Per questo anche le imprese devono sapersi rivolgere al proprio pubblico e per farlo serve l’aiuto del digitale. «In qualche modo le nuove tecnologie hanno contribuito a creare il mio lavoro», spiega Daniele Orzati, storyteller e Head of Strategy di Storyfactory. «Prima, quando i mass media facevano il bello e il cattivo tempo, bastava un solo contenuto di vendita: orizzontale, immediato, attraente. Oggi, se voglio utilizzare i canali di comunicazione a disposizione, social in primis, devo offrire ricchezza di informazione, di contenuti, di racconti. E questi canali non sono più unidirezionali, c’è una necessaria interazione con il pubblico».

E se narrare è un’esperienza innata nel genere umano, questo di certo non basta. «Per diventare storyteller è necessario perfezionarsi e svolgere un lungo percorso di studi e di pratica. Ricordo ancora quando ho iniziato all’Università di Pavia, un momento in cui non erano ancora nati i social media: l’attività rispetto ad oggi era molto diversa. Da allora ho formato molti che oggi sono esperti e ho avuto l’occasione di creare percorsi di specializzazione sia all’Università di Pavia che in altre istituzioni universitarie italiane», ricorda Fontana.

Dopo un percorso teorico, fatto spesso di corsi di laurea specifici o attività di formazione anche online, si arriva a una fase pratica. In molte aziende la funzione di storyteller viene svolta da un content creator o da specifici consulenti, che spesso vengono assunti direttamente dalle aziende o da agenzie di comunicazione.
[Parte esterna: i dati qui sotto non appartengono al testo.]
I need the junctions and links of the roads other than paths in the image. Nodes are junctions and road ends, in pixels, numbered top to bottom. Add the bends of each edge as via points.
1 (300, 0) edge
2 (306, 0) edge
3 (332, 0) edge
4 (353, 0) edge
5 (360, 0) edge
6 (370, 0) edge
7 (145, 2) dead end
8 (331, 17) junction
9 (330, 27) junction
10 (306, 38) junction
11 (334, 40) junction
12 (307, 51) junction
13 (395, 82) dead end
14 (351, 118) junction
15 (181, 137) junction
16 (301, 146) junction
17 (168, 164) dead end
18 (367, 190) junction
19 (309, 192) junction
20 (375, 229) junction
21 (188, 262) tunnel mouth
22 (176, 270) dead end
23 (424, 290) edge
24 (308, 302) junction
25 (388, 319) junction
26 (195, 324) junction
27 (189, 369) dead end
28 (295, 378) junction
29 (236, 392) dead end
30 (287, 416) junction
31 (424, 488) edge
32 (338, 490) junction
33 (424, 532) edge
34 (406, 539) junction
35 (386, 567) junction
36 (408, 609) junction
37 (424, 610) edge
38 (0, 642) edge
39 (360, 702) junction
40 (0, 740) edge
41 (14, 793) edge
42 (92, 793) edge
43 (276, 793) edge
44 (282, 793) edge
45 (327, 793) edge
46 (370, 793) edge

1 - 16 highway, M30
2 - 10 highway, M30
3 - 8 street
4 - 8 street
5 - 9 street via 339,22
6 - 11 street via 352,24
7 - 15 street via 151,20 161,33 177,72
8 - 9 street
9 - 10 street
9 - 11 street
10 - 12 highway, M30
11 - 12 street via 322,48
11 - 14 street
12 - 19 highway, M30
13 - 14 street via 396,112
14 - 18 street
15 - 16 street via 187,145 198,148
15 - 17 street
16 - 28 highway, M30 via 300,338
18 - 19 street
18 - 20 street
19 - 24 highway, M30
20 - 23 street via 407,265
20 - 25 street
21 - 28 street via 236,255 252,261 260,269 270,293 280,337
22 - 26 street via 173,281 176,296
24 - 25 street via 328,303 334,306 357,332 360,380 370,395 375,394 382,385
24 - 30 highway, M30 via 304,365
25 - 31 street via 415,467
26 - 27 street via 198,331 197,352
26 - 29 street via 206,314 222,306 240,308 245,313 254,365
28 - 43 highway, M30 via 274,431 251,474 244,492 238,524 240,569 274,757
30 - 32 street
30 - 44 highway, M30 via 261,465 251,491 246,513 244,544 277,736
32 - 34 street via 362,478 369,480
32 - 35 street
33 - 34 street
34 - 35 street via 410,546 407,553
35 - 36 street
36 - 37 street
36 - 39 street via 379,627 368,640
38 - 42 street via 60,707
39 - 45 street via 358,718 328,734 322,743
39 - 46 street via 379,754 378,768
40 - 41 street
Oggi le persone tendono sempre più a scegliere un prodotto se l’azienda che lo mette sul mercato è un’azienda etica, attenta, capace di andare oltre la sola logica di profitto spiega Orzati. Ecco perché «anche per le aziende più conosciute sul mercato, lavoriamo raccontando i loro comportamenti virtuosi sui giornali, sui canali digitali e anche dal vivo».

Il cambiamento è ormai irreversibile. Per questo diventa fondamentale puntare sulle competenze e sulle professioni in grado di dominare il trend, dal content manager al podcast producer, portando crescita e innovazione in un settore che nei prossimi anni diventerà sempre più importante nelle strategie di aziende e brand.